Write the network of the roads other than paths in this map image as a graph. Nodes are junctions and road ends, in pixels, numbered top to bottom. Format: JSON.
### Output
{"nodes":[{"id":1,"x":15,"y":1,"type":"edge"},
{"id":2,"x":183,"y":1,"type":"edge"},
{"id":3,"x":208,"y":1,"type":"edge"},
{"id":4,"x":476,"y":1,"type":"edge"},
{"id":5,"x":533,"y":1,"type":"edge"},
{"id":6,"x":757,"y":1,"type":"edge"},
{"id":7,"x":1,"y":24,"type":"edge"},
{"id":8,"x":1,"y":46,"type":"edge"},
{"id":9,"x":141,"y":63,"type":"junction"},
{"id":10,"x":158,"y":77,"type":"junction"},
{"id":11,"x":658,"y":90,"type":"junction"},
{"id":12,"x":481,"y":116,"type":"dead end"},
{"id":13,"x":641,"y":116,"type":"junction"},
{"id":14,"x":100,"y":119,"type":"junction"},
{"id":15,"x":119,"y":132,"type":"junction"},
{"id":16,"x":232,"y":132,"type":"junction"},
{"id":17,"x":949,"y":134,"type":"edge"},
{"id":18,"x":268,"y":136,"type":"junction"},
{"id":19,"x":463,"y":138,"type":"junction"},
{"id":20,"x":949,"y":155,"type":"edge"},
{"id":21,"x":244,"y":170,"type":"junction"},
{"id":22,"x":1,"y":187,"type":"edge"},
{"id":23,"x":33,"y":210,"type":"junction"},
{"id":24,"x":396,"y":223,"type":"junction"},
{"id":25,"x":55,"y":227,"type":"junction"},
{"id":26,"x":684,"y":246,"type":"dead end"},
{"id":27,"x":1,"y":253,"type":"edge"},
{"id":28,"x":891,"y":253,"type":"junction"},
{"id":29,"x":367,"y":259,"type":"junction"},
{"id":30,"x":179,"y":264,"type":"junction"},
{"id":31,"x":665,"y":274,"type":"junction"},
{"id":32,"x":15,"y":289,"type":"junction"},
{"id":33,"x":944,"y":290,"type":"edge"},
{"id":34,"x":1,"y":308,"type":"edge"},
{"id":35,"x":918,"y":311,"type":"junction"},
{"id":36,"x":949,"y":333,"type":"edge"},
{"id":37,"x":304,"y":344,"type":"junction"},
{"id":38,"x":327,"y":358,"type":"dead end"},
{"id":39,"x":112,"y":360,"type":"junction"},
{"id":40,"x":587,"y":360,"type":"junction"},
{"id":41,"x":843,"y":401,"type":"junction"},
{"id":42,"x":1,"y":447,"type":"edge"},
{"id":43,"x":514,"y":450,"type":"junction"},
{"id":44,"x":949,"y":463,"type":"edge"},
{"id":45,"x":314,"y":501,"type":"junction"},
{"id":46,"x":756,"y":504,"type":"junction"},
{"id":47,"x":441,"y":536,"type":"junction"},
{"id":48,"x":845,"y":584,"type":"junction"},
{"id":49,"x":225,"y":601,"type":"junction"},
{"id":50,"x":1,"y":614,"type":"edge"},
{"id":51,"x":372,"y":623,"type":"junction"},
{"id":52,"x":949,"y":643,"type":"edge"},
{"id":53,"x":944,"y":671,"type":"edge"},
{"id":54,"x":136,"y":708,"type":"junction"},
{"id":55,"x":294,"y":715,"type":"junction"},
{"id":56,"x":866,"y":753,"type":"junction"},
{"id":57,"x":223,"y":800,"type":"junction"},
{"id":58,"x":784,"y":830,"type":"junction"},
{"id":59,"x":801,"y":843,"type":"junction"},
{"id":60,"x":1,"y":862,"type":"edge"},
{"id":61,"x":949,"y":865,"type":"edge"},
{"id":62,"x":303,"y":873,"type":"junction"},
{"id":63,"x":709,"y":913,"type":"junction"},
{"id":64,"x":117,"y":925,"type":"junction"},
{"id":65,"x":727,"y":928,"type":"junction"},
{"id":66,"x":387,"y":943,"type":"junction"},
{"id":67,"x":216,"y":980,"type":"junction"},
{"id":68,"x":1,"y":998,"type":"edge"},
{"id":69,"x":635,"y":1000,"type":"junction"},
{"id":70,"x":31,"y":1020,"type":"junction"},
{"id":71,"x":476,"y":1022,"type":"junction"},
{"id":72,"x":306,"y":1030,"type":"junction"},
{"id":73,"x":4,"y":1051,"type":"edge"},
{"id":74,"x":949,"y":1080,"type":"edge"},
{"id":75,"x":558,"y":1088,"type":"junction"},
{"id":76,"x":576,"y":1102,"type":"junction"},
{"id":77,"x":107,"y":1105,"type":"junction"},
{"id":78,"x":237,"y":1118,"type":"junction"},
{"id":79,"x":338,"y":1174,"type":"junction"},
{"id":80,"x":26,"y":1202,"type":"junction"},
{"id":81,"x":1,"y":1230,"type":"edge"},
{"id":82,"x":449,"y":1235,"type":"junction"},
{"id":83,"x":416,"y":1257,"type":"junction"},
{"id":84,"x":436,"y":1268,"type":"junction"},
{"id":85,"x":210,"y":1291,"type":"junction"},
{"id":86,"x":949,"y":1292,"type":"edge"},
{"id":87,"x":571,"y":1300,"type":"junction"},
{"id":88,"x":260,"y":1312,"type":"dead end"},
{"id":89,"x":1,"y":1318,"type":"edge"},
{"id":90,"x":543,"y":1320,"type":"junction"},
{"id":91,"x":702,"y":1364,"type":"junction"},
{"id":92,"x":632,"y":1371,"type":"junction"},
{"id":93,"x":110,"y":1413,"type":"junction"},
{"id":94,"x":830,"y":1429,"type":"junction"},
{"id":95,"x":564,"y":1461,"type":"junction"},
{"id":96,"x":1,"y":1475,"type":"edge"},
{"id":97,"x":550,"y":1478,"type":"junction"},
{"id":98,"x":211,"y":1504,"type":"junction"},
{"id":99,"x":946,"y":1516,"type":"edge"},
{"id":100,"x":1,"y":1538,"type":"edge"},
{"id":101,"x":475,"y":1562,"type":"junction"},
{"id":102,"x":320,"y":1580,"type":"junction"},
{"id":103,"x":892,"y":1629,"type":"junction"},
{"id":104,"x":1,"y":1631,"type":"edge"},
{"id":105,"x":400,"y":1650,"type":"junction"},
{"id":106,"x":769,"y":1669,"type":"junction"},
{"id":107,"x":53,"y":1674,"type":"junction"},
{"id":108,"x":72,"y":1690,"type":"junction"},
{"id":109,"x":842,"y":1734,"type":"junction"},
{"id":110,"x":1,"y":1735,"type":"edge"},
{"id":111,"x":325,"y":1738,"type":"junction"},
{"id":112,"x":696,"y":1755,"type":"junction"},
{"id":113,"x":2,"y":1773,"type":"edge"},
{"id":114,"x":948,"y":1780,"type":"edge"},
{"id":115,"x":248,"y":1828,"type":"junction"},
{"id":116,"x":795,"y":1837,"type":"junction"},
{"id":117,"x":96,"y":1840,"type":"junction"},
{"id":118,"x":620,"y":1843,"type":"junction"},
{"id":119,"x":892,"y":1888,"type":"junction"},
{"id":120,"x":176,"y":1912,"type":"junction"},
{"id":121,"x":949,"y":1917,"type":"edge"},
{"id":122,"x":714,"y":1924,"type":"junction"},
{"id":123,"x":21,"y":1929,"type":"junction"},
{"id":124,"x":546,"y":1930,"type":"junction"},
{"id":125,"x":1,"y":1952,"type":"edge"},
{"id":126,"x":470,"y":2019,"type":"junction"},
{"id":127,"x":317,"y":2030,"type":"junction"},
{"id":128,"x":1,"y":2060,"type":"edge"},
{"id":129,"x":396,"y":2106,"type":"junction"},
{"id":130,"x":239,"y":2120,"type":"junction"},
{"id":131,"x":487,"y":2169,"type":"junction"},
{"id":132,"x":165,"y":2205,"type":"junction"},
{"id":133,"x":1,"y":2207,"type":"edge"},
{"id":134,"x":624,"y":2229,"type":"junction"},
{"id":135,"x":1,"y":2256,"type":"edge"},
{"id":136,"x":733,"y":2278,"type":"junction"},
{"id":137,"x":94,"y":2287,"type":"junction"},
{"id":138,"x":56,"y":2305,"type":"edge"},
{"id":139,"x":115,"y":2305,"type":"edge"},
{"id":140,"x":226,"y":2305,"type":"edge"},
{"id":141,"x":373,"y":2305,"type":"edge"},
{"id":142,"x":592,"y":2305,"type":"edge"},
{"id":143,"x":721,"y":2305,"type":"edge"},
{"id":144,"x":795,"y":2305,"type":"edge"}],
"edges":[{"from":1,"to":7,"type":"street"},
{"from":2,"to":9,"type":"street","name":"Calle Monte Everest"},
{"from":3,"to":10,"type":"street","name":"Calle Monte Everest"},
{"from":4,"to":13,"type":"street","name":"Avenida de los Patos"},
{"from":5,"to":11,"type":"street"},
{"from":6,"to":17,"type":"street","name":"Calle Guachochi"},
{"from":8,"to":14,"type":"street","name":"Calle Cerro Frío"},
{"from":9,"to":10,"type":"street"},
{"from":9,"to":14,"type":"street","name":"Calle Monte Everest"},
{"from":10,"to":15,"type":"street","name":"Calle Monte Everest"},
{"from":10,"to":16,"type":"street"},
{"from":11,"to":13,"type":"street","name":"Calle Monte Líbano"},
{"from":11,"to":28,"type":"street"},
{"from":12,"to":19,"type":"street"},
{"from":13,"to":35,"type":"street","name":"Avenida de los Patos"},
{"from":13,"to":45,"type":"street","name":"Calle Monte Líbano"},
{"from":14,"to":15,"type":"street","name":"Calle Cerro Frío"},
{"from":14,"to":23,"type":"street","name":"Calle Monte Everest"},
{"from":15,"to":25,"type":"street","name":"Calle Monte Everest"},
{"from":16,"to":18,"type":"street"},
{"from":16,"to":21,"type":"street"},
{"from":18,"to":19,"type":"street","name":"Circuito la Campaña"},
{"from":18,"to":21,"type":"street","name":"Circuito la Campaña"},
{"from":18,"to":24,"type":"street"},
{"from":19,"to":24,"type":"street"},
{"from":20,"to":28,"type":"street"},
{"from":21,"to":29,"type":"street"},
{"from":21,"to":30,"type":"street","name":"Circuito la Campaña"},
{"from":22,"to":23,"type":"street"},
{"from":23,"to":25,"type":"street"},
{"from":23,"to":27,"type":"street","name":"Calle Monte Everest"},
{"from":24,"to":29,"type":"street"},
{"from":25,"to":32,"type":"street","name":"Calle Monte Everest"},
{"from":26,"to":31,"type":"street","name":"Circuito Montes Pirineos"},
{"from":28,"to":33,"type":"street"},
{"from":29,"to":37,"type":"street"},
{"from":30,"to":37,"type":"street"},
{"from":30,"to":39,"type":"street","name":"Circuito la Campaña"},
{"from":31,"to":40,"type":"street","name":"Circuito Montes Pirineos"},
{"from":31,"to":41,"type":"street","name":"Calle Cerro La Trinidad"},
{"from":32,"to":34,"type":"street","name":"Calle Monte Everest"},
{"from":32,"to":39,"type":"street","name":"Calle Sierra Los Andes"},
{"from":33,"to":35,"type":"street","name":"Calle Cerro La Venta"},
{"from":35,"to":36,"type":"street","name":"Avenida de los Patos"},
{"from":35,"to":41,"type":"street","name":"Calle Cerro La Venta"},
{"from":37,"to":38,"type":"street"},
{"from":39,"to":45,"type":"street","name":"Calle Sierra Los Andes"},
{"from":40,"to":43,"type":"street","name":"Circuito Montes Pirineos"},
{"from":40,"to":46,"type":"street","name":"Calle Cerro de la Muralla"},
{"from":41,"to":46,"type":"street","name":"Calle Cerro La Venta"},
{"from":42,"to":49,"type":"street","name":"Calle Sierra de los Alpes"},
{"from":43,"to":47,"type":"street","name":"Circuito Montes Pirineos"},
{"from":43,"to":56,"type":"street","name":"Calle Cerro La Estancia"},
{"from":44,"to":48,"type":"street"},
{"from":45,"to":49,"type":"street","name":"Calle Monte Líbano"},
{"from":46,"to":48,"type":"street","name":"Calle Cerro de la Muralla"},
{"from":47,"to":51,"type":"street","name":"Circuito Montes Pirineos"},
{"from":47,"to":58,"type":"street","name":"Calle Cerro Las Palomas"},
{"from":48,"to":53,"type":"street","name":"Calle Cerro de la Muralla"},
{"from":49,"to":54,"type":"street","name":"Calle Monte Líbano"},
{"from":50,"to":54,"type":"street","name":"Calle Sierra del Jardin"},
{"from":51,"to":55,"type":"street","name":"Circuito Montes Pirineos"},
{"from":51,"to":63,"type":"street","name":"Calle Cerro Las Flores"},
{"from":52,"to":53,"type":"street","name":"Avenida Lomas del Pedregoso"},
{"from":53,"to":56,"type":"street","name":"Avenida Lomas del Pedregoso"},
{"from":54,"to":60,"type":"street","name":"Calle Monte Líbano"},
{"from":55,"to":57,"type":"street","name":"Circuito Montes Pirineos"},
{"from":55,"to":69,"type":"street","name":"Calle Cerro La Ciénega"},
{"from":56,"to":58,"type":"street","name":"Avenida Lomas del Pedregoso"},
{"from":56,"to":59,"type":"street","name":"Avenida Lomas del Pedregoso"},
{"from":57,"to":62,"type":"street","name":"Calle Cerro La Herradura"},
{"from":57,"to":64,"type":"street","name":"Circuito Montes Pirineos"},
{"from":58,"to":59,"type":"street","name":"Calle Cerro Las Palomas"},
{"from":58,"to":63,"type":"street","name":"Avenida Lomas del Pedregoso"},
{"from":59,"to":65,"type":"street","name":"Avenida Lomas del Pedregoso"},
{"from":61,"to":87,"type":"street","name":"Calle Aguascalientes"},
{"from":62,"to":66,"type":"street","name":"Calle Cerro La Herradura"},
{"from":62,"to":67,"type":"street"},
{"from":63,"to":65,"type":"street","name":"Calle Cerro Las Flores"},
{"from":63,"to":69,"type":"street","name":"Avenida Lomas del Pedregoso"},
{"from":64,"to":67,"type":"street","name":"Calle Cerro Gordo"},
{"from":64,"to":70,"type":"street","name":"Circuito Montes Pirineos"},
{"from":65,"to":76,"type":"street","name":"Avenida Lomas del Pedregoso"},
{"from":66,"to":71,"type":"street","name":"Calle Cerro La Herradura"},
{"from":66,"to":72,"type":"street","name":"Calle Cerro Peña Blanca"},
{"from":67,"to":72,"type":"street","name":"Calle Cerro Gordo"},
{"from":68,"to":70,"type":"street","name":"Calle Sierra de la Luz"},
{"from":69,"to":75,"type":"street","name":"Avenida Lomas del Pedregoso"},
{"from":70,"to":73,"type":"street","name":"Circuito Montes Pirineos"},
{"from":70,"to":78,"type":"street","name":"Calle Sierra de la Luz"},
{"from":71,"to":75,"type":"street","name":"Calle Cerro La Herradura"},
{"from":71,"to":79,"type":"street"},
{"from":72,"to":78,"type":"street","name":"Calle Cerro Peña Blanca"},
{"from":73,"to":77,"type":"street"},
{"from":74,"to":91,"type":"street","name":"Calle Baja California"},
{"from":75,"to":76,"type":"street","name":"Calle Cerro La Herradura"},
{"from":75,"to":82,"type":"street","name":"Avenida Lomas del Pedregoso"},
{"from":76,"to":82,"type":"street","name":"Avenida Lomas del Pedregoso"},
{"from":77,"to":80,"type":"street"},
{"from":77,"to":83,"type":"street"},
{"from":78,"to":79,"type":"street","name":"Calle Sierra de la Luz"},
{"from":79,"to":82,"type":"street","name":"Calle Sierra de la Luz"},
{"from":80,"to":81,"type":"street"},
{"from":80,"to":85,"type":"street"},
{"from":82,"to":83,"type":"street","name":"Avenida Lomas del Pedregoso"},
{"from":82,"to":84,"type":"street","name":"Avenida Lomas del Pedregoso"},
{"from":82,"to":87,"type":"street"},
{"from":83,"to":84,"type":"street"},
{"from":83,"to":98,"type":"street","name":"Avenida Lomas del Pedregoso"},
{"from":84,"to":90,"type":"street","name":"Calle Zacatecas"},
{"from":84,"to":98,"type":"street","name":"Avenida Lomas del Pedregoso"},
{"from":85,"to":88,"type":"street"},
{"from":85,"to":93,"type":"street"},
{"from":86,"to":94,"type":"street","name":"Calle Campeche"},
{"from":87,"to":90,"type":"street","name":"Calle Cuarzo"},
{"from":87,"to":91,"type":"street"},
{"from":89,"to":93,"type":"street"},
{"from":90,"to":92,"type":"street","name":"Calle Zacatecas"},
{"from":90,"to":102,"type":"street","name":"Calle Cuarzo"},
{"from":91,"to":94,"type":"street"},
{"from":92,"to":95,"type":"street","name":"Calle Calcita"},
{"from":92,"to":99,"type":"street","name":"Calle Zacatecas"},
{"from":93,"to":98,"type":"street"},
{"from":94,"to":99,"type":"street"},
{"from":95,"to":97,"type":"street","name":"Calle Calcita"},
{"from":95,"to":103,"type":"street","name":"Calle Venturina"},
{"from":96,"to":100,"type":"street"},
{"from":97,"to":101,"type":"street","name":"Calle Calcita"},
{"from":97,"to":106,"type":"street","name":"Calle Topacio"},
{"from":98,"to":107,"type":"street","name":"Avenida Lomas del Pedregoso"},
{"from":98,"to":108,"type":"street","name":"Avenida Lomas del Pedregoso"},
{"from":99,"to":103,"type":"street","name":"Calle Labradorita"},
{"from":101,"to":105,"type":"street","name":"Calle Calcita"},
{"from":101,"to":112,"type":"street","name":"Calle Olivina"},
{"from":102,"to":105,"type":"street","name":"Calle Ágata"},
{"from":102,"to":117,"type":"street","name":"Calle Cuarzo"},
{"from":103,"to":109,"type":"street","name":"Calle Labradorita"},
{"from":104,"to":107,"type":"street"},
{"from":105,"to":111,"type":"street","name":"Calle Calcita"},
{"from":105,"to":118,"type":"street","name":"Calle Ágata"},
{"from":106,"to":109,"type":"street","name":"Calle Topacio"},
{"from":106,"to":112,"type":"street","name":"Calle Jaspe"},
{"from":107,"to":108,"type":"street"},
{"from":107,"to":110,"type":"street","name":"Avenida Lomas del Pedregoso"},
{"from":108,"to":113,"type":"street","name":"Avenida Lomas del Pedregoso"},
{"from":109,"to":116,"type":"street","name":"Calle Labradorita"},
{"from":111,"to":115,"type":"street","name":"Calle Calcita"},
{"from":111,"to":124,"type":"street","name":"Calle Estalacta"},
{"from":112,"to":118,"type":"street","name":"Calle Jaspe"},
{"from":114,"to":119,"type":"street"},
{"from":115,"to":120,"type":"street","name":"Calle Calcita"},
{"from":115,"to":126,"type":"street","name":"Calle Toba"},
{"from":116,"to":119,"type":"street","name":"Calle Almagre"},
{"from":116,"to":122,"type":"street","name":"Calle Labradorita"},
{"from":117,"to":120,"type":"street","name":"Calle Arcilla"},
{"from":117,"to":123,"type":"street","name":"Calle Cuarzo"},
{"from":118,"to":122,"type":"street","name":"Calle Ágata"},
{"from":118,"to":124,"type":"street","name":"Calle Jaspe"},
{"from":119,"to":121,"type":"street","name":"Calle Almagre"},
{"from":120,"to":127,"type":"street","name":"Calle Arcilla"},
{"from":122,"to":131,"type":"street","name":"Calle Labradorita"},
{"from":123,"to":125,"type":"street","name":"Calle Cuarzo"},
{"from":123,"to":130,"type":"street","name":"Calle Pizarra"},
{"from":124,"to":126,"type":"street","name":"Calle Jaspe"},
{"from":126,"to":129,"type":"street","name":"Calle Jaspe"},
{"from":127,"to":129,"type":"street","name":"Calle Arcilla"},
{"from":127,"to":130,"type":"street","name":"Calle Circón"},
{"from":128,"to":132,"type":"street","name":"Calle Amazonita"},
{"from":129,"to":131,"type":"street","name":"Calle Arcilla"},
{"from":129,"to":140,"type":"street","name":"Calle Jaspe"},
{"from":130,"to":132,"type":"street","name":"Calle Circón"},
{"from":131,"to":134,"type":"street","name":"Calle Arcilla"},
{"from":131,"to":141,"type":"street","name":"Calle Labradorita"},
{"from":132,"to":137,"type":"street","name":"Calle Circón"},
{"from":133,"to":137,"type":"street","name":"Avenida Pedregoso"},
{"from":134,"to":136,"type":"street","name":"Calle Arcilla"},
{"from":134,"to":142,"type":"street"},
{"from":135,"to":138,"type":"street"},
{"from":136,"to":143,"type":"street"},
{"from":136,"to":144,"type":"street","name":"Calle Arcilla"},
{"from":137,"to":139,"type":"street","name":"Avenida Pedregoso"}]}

□ □ □ □ □

Required action = Each line of the data that has the string "Líbano" should be returned.

Answer space =
{"from":11,"to":13,"type":"street","name":"Calle Monte Líbano"},
{"from":13,"to":45,"type":"street","name":"Calle Monte Líbano"},
{"from":45,"to":49,"type":"street","name":"Calle Monte Líbano"},
{"from":49,"to":54,"type":"street","name":"Calle Monte Líbano"},
{"from":54,"to":60,"type":"street","name":"Calle Monte Líbano"},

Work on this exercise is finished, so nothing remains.